Despite the awkward breakup, Leslie continues to work with Scott. She encourages and helps him with his recovery and helps to build his confidence. They also bond over their mutual love of basketball and music. Scott expresses surprise that Leslie is not seeing anyone and begins to see her in a more romantic light and she discovers that he plays piano, a talent he confides is his secret hobby.

Scott is able to return to the NBA just before the playoffs and wins his first game back after a pep-talk from Leslie. As a thank you, he presents her with her grandfather's classic Mustang which he has had remodelled and restored, but also paid extra to leave a dent in the side door intact as Leslie says it reminds her of her grandfather. After taking her to dinner, They first share a kiss, and then spend the night together.

The next morning, Morgan arrives at Scott's door hoping to reconcile, saying that she has been in therapy to work on the abandonment issues which led her to leave Scott in the first place. Broken-hearted, Leslie believes she has no chance against Morgan and decides to leave. Scott, who feels he owes it to Morgan to try to work things out, reluctantly lets Leslie go.

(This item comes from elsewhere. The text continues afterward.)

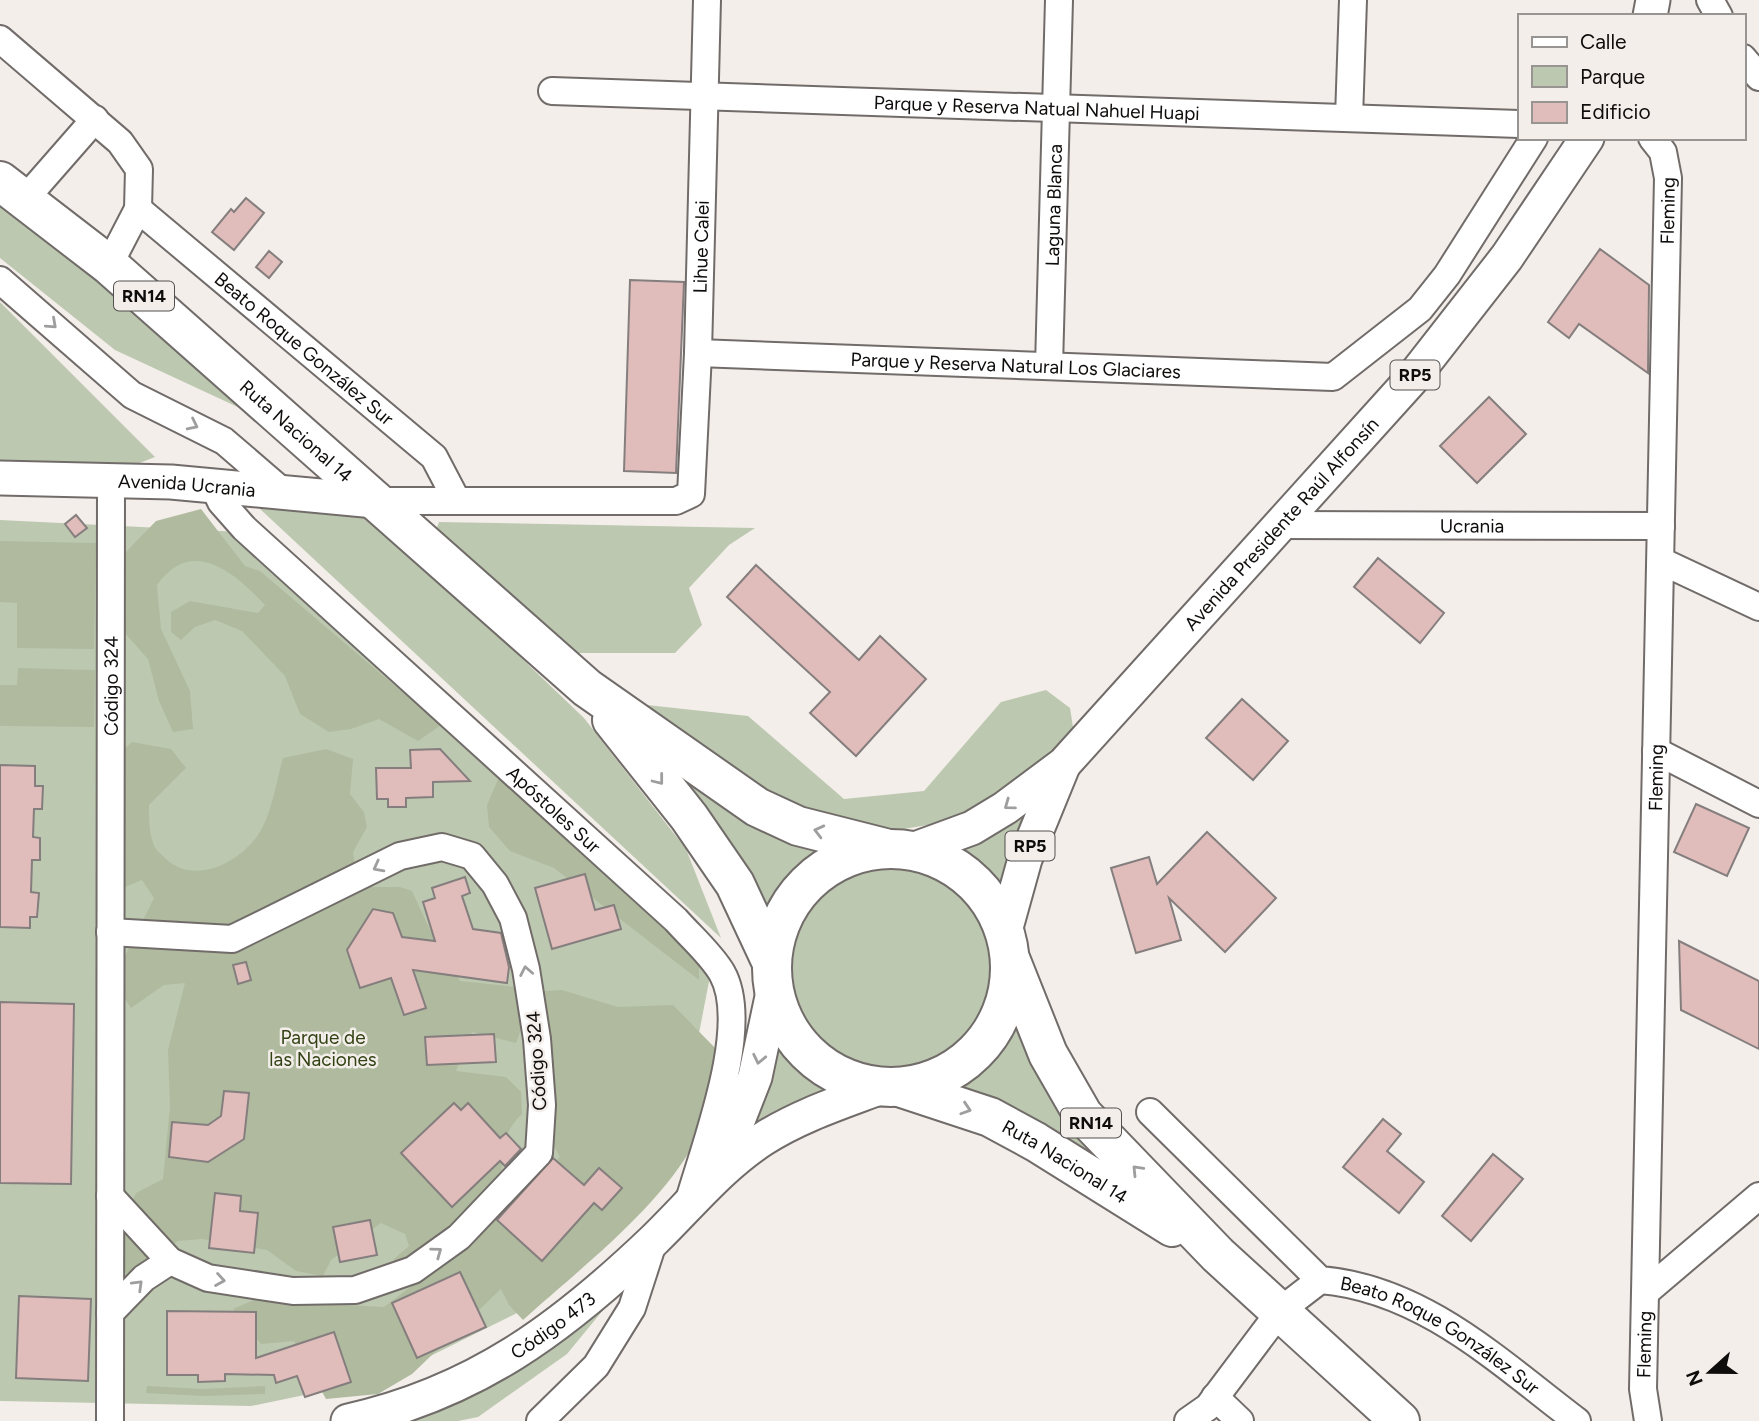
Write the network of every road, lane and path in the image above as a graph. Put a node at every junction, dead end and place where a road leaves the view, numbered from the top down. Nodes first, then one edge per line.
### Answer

However, tensions quickly arise between Morgan and Scott as she continues planning their wedding while he wants to take things slow. Meanwhile, Leslie is surprised to discover she's being headhunted by many basketball teams impressed by her notable work helping Scott's recovery from his injury. Excited to get an offer from the Nets, Leslie realizes she would have to work with Scott and reluctantly turns the offer down. She then decides to interview with teams far from where she lives to put some distance between Scott, Morgan, and herself.

During a televised interview, Scott credits Leslie with his recovery. After praising her, he comes to the realization that he loves her. Morgan, who has been watching the interview, also realizes Scott's feelings and urges him to reunite with Leslie.

Chasing Leslie to a job interview in Philadelphia, Scott tells her that he loves her and urges her to reconcile with him despite the anger she might feel. In response, Leslie places a phone call to the Nets and accepts a position with them.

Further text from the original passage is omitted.